Saved data entries:
_ _ _ _ _ _ _

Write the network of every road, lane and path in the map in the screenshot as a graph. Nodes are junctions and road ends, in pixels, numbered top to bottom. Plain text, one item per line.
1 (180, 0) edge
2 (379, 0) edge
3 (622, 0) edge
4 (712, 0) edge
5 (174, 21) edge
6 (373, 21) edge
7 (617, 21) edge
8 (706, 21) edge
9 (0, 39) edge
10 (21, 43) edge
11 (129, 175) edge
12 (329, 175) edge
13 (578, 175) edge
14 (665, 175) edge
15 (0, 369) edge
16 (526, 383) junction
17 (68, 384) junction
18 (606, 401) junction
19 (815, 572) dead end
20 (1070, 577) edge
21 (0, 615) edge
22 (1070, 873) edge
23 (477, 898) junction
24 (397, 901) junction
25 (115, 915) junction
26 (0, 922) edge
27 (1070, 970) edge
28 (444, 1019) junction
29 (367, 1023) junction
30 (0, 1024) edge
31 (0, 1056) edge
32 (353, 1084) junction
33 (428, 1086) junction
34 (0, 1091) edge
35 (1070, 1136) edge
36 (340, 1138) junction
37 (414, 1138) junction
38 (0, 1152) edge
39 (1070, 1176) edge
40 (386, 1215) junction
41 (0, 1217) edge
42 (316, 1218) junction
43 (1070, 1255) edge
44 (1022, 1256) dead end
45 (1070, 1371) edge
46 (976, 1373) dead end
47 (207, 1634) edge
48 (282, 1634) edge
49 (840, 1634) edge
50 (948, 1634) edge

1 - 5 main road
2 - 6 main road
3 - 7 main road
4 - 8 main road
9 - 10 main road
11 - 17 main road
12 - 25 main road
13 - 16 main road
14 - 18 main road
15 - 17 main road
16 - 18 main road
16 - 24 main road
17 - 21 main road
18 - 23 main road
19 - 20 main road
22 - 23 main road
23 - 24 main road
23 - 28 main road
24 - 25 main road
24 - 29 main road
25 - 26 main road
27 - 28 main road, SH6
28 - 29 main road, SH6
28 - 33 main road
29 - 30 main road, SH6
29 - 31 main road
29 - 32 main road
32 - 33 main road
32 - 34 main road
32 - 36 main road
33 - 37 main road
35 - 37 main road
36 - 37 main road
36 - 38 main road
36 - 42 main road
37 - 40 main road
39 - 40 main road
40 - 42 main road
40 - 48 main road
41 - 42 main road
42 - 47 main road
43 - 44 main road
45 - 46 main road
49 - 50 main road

_ _ _ _ _ _ _

§ EXERCISE PROMPT
Your answer must be a copy of every line in the data above that holds the string "dead".

§ THE COMPLETED TASK
19 (815, 572) dead end
44 (1022, 1256) dead end
46 (976, 1373) dead end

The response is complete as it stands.